[13/11/2008] Comunicati

Ocse e Bce: Eurolandia in recessione

LIVORNO. La crisi in atto non impressiona solo perché è globale, ma anche per la velocità con cui si sta abbattendo. Ogni giorno un’accelerazione, come dimostra l’odierno rapporto semestrale dell´Ocse che annuncia ufficialmente l’entrata dell’area in recessione. Nel 2009 – riporta il Sole24Ore on line - il Pil dei Paesi più industrializzati si contrarrà complessivamente dello 0,3%, in base alle nuove stime dell´Organizzazione che puntano a «una prolungata frenata» con «grandi incertezze», non solo per la durata e la profondità della crisi finanziaria. Servono «altre misure di stimolo macroeconomico», afferma l’Ocse nel rapporto. Bene i tagli alle tasse delle famiglie e possibili ulteriori misure per stabilizzare i mercati, ma gli interventi dei Governi siano «temporanei».
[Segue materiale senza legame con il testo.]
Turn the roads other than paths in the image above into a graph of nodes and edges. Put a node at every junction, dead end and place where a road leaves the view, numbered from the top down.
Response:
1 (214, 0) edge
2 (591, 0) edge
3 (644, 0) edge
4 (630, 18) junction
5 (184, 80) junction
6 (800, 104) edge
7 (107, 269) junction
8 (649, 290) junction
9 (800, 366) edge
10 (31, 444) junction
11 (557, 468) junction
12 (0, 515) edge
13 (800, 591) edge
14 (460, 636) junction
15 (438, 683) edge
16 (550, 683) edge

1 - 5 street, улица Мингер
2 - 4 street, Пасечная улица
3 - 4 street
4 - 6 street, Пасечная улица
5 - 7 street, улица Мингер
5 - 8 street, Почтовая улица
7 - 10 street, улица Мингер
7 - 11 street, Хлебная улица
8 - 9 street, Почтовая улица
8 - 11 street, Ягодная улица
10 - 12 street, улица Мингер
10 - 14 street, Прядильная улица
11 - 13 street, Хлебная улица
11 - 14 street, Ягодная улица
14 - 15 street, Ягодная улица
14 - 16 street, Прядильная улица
Va inoltre tenuto conto – si legge sempre nell’edizione on line del quotidiano di Confindustria - della crisi del settore immobiliare che in molti Paesi europei ha «ancora una lunga strada da fare». A controbilanciare in parte tali effetti negativi, c´è la spinta al miglioramento dei redditi reali derivante della forte flessione dei prezzi delle materie prime (che però ha anche altri effetti negativi di cui parliamo nel pezzo di apertura di greenreport di oggi). In effetti i timori sull´andamento dell´inflazione che avevano caratterizzato i mesi scorsi ormai si sono dissolti: l´inflazione ha raggiunto l´apice in estate e ora sta diminuendo. I rischi connessi alle previsioni sono comunque molti - indica l´Ocse - e nel 2009 sono soprattutto sul versante di un loro peggioramento. In particolare, il ritorno a condizioni finanziarie normali potrebbe richiedere più tempo del previsto, ci potrebbero essere altri fallimenti bancari e le economie dei mercati emergenti potrebbero essere colpite in modo più grave delle attese.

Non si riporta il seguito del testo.